For his follow-up film, Staying Vertical, Guiraudie delivers a film that is a lot looser than the drum-tight Stranger By the Lake, but it once again uses an unusual sex scene to bring attention to the rest of the film. And boy does it!

The film is about Leo (Damien Bonnard), a screenwriter who can’t seem to find inspiration for his next script. We follow him wandering the French countryside, dipping into and out of people’s lives, seemingly searching for that spark of an idea but also interjecting himself and his chaos into their lives. Leo’s sexuality is fluid throughout. He flirts with a young man; he meets a shepherdess on a hill and enters into a sexual relationship with her, and they eventually have a baby. Later on, her father will express sexual desire for Leo, something Leo ultimately admits he has encouraged, if only subliminally. It’s a Kinsey scale bonanza, but none of it seems to penetrate Leo, if you’ll pardon the pun.

The only thing Leo seems to truly care about is the baby he has with the shepherdess, who he ultimately has to care for by himself. In the film’s funnier moments, we see Leo carrying this baby everywhere. Like a rolly suitcase belonging to someone who’s flying later today and won’t have time to go home so they’re just taking their luggage with them wherever they go.

photo: Strand Releasing

The sex vibe continues to follow Leo wherever he goes. There’s a sense that he’s not the one pursuing any of this, and he’d probably advance that notion, but the more he plays tourist in these people’s lives, the more he’s upsetting the apple cart. He encounters an elderly man named Marcel, in whose home the younger man Leo has been flirting with (named Yoan) is living. Marcel is cruel to Yoan and ornery in general. He’s old and he’s dying and he’s explicit when he talks about Yoan’s gayness or hints at his own. Leo, again using himself as an instrument of imagination, takes it upon himself to intervene.

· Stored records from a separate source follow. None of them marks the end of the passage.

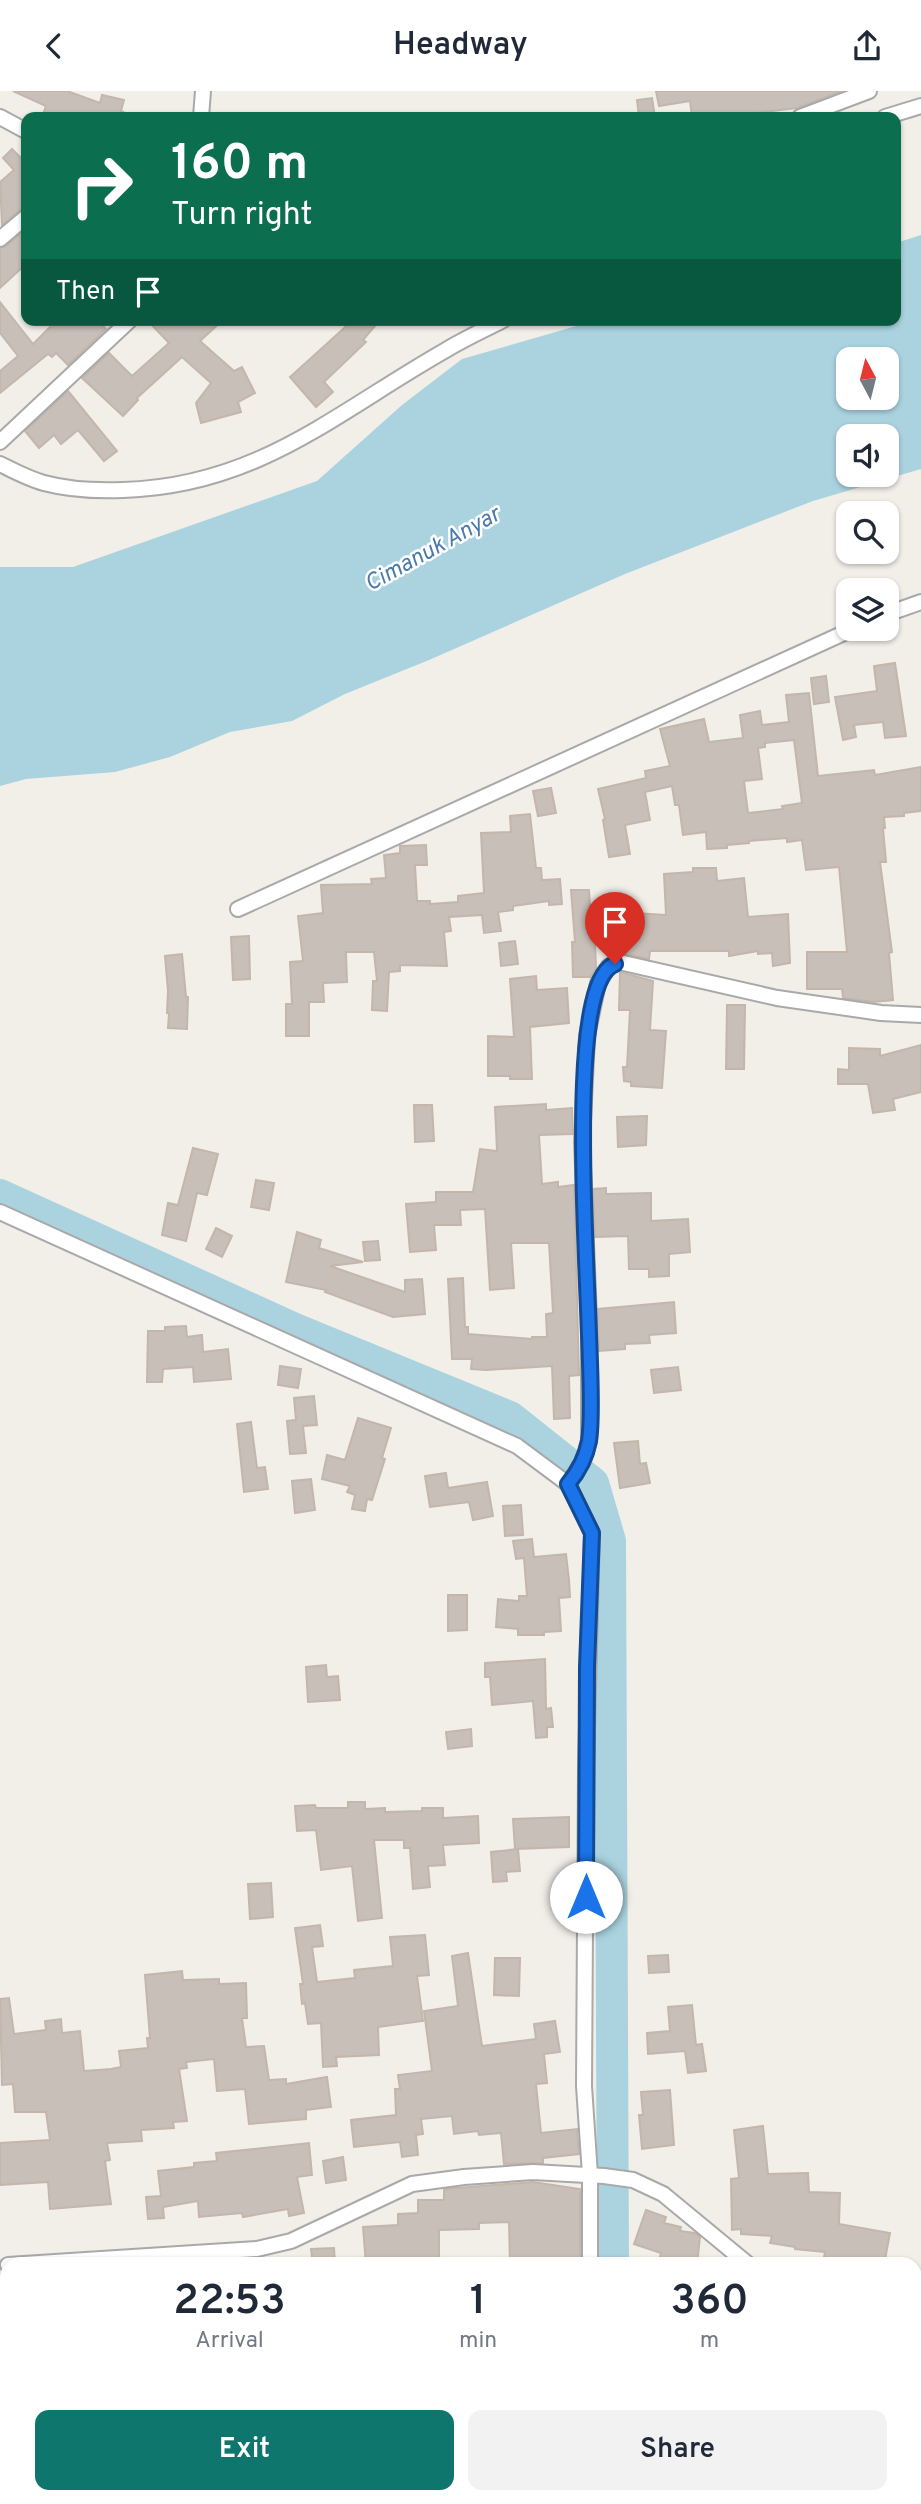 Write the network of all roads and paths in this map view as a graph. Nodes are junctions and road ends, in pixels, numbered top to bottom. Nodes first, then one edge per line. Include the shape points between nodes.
1 (203, 91) edge
2 (869, 91) edge
3 (921, 106) edge
4 (201, 112) edge
5 (813, 112) edge
6 (901, 112) edge
7 (0, 117) edge
8 (21, 128) edge
9 (21, 221) edge
10 (0, 239) edge
11 (124, 326) edge
12 (492, 326) edge
13 (0, 442) edge
14 (0, 464) edge
15 (921, 602) edge
16 (899, 610) edge
17 (836, 637) edge
18 (238, 909) dead end
19 (921, 1015) edge
20 (0, 1212) edge
21 (571, 1481) junction
22 (597, 2175) junction
23 (110, 2257) edge
24 (591, 2257) edge
25 (739, 2257) edge

1 - 4 street
2 - 5 street
3 - 6 street
7 - 8 street
9 - 10 street
11 - 13 street
12 - 14 street via 276,453 197,482 89,491 43,483
15 - 16 street
17 - 18 street
19 - 21 street via 777,998 619,963 603,972 587,1036 582,1142 589,1441
20 - 21 street via 517,1446
21 - 22 street via 592,1533 584,2086
22 - 23 street via 533,2172 412,2184 291,2241 257,2249
22 - 24 street
22 - 25 street via 633,2180 663,2194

It’s here where we arrive at the sex scene that got everybody talking about staying vertical, and I’m going to warn off anybody who might want to see the film without SPOILERS. Go on. Get outta here. Skip to the next paragraph or just fire up the movie on Netflix and see for yourselves. …Okay, so now that it’s just us: not to put too fine a point on it, but Leo fucks this old man to death. Literally. Has sex with Marcel until he straight-up dies. And the movie at this point is trafficking in so many tones that you’re not even quite sure how to take it. Is this an act of benediction, of shepherding (to continue one of the film’s scenes) the old man into death? Is this the absurd continuation of Leo’s intrusive actions throughout the film and he bulldozed his way into these people’s lives? Is it a darkly funny moment, as reflected by the newspaper headlines that blare accusatorially at Leo in a later scene? Whatever it is, it is a singularly audacious sex scene that you’re simply not going to find in any other movie. And isn’t that ultimately what we go see movies for anyway? I haven’t even gotten into the part where Leo canoes up a river and finds some kind of botanist-therapist who hooks him up to a kind of bio-EKG machine. That might be even crazier than the murder-sex.

It’s tough to say whether I’d recommend Staying Vertical as a movie. It certainly has its admirers. A.O. Scott at the Times says the film “has a rough gravity that holds your attention and sticks in your mind,” which is certainly true. Justin Chang at the Los Angeles Times praises Guiraudie for having “a gift for burrowing his way into the human soul by way of the libido, and he works in a searching, serio-comic style that refuses to separate life’s wildest extremes into neat, narratively expedient compartments.” Also very true. And no less luminous a critical light than Armond White wrote at Out that the film “uncannily satirizes a gay man’s erotic soul.” (White also takes a moment to take a potshot at Stranger By the Lake for being “a banal exercise in spiking genre filmmaking with brazen gay exhibitionism,” which is just classic Armond White.)

All of these things about Staying Vertical are true, but it all feels very slight, which makes its attempts at provocation seem less substantial than they could be. But this is a movie worth watching for those moments of high provocation, because you’re simply not going to see them anywhere else.